- [DATA EXTRACTS]
= Beginning of Section =

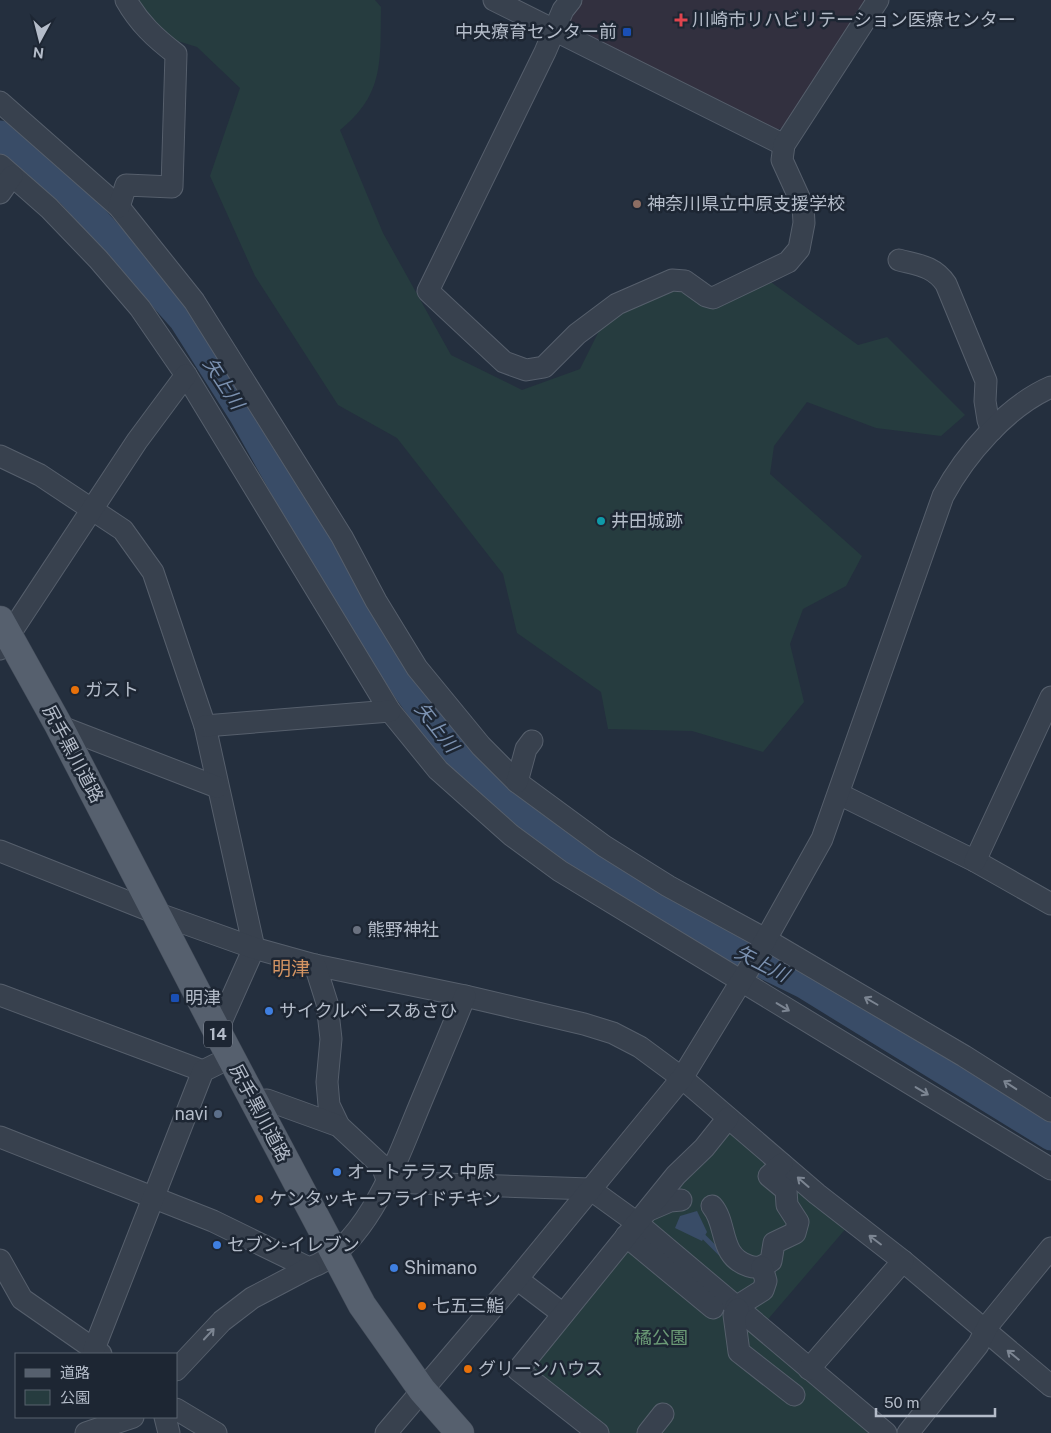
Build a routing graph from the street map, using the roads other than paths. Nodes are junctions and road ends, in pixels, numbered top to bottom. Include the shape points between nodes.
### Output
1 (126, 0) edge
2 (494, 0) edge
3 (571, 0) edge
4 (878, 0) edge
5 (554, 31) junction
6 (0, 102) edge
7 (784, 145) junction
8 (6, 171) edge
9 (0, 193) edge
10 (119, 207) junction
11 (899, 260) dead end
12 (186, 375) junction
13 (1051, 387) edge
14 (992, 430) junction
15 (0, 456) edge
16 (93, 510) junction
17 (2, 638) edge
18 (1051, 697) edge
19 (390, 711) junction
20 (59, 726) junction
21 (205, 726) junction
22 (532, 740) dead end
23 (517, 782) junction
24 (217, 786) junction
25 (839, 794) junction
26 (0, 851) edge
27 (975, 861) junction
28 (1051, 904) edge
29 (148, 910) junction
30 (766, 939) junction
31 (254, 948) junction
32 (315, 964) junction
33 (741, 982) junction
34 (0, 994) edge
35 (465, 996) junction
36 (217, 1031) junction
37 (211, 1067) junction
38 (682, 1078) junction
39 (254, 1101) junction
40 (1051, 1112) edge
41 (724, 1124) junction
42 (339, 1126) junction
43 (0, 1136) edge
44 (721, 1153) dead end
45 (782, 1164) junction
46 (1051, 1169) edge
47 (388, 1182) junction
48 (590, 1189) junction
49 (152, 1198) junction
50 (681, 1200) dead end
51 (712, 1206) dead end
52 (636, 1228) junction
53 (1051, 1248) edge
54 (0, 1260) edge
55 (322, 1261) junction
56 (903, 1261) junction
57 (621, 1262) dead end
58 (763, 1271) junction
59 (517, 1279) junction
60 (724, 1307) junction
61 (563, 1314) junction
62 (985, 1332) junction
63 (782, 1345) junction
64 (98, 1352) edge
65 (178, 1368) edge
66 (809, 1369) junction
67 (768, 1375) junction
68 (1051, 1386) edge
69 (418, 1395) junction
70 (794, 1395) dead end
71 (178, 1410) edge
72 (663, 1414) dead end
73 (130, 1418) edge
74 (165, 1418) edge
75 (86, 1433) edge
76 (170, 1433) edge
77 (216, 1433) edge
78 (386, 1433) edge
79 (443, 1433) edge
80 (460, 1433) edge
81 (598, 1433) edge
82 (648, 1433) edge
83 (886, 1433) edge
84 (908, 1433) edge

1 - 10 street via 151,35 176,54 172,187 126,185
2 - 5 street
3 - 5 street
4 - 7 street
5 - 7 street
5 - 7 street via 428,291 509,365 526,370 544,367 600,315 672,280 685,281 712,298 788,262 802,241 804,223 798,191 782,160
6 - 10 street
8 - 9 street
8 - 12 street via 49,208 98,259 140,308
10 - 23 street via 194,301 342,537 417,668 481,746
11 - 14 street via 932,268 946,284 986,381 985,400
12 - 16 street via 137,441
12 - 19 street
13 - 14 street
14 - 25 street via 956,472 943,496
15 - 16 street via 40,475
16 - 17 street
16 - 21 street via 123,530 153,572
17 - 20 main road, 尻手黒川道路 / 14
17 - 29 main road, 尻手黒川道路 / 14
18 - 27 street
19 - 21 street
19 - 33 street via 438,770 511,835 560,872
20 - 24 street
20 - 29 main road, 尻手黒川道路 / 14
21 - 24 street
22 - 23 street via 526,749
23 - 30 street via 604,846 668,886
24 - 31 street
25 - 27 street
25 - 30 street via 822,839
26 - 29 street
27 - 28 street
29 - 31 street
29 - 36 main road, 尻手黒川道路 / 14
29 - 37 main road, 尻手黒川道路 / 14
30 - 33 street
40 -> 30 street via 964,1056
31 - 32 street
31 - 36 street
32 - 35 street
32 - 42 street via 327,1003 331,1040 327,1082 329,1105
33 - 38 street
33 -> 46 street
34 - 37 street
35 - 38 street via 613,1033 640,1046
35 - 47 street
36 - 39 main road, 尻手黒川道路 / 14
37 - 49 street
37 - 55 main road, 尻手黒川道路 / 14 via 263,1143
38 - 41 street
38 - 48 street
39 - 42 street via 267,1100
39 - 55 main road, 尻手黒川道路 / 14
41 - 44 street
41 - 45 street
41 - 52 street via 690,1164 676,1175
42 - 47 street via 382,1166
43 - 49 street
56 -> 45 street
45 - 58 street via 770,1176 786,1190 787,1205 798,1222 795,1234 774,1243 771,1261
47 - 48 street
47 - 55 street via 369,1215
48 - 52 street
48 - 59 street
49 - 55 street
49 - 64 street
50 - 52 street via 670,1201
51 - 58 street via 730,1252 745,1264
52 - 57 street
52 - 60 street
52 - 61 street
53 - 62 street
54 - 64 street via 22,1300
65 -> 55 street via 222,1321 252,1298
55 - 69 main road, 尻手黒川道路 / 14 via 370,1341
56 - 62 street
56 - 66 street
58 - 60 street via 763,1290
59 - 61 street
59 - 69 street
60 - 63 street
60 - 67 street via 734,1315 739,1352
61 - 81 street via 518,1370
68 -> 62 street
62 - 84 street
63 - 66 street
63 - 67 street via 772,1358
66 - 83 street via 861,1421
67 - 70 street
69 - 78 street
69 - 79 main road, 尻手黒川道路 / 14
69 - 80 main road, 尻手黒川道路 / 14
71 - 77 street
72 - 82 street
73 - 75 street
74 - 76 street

= End of Section =

- [YOUR GOAL]
Across the whole listing above, repeat each line exactly and leave out the images.

- [WRITTEN ANSWER]
Build a routing graph from the street map, using the roads other than paths. Nodes are junctions and road ends, in pixels, numbered top to bottom. Include the shape points between nodes.
### Output
1 (126, 0) edge
2 (494, 0) edge
3 (571, 0) edge
4 (878, 0) edge
5 (554, 31) junction
6 (0, 102) edge
7 (784, 145) junction
8 (6, 171) edge
9 (0, 193) edge
10 (119, 207) junction
11 (899, 260) dead end
12 (186, 375) junction
13 (1051, 387) edge
14 (992, 430) junction
15 (0, 456) edge
16 (93, 510) junction
17 (2, 638) edge
18 (1051, 697) edge
19 (390, 711) junction
20 (59, 726) junction
21 (205, 726) junction
22 (532, 740) dead end
23 (517, 782) junction
24 (217, 786) junction
25 (839, 794) junction
26 (0, 851) edge
27 (975, 861) junction
28 (1051, 904) edge
29 (148, 910) junction
30 (766, 939) junction
31 (254, 948) junction
32 (315, 964) junction
33 (741, 982) junction
34 (0, 994) edge
35 (465, 996) junction
36 (217, 1031) junction
37 (211, 1067) junction
38 (682, 1078) junction
39 (254, 1101) junction
40 (1051, 1112) edge
41 (724, 1124) junction
42 (339, 1126) junction
43 (0, 1136) edge
44 (721, 1153) dead end
45 (782, 1164) junction
46 (1051, 1169) edge
47 (388, 1182) junction
48 (590, 1189) junction
49 (152, 1198) junction
50 (681, 1200) dead end
51 (712, 1206) dead end
52 (636, 1228) junction
53 (1051, 1248) edge
54 (0, 1260) edge
55 (322, 1261) junction
56 (903, 1261) junction
57 (621, 1262) dead end
58 (763, 1271) junction
59 (517, 1279) junction
60 (724, 1307) junction
61 (563, 1314) junction
62 (985, 1332) junction
63 (782, 1345) junction
64 (98, 1352) edge
65 (178, 1368) edge
66 (809, 1369) junction
67 (768, 1375) junction
68 (1051, 1386) edge
69 (418, 1395) junction
70 (794, 1395) dead end
71 (178, 1410) edge
72 (663, 1414) dead end
73 (130, 1418) edge
74 (165, 1418) edge
75 (86, 1433) edge
76 (170, 1433) edge
77 (216, 1433) edge
78 (386, 1433) edge
79 (443, 1433) edge
80 (460, 1433) edge
81 (598, 1433) edge
82 (648, 1433) edge
83 (886, 1433) edge
84 (908, 1433) edge

1 - 10 street via 151,35 176,54 172,187 126,185
2 - 5 street
3 - 5 street
4 - 7 street
5 - 7 street
5 - 7 street via 428,291 509,365 526,370 544,367 600,315 672,280 685,281 712,298 788,262 802,241 804,223 798,191 782,160
6 - 10 street
8 - 9 street
8 - 12 street via 49,208 98,259 140,308
10 - 23 street via 194,301 342,537 417,668 481,746
11 - 14 street via 932,268 946,284 986,381 985,400
12 - 16 street via 137,441
12 - 19 street
13 - 14 street
14 - 25 street via 956,472 943,496
15 - 16 street via 40,475
16 - 17 street
16 - 21 street via 123,530 153,572
17 - 20 main road, 尻手黒川道路 / 14
17 - 29 main road, 尻手黒川道路 / 14
18 - 27 street
19 - 21 street
19 - 33 street via 438,770 511,835 560,872
20 - 24 street
20 - 29 main road, 尻手黒川道路 / 14
21 - 24 street
22 - 23 street via 526,749
23 - 30 street via 604,846 668,886
24 - 31 street
25 - 27 street
25 - 30 street via 822,839
26 - 29 street
27 - 28 street
29 - 31 street
29 - 36 main road, 尻手黒川道路 / 14
29 - 37 main road, 尻手黒川道路 / 14
30 - 33 street
40 -> 30 street via 964,1056
31 - 32 street
31 - 36 street
32 - 35 street
32 - 42 street via 327,1003 331,1040 327,1082 329,1105
33 - 38 street
33 -> 46 street
34 - 37 street
35 - 38 street via 613,1033 640,1046
35 - 47 street
36 - 39 main road, 尻手黒川道路 / 14
37 - 49 street
37 - 55 main road, 尻手黒川道路 / 14 via 263,1143
38 - 41 street
38 - 48 street
39 - 42 street via 267,1100
39 - 55 main road, 尻手黒川道路 / 14
41 - 44 street
41 - 45 street
41 - 52 street via 690,1164 676,1175
42 - 47 street via 382,1166
43 - 49 street
56 -> 45 street
45 - 58 street via 770,1176 786,1190 787,1205 798,1222 795,1234 774,1243 771,1261
47 - 48 street
47 - 55 street via 369,1215
48 - 52 street
48 - 59 street
49 - 55 street
49 - 64 street
50 - 52 street via 670,1201
51 - 58 street via 730,1252 745,1264
52 - 57 street
52 - 60 street
52 - 61 street
53 - 62 street
54 - 64 street via 22,1300
65 -> 55 street via 222,1321 252,1298
55 - 69 main road, 尻手黒川道路 / 14 via 370,1341
56 - 62 street
56 - 66 street
58 - 60 street via 763,1290
59 - 61 street
59 - 69 street
60 - 63 street
60 - 67 street via 734,1315 739,1352
61 - 81 street via 518,1370
68 -> 62 street
62 - 84 street
63 - 66 street
63 - 67 street via 772,1358
66 - 83 street via 861,1421
67 - 70 street
69 - 78 street
69 - 79 main road, 尻手黒川道路 / 14
69 - 80 main road, 尻手黒川道路 / 14
71 - 77 street
72 - 82 street
73 - 75 street
74 - 76 street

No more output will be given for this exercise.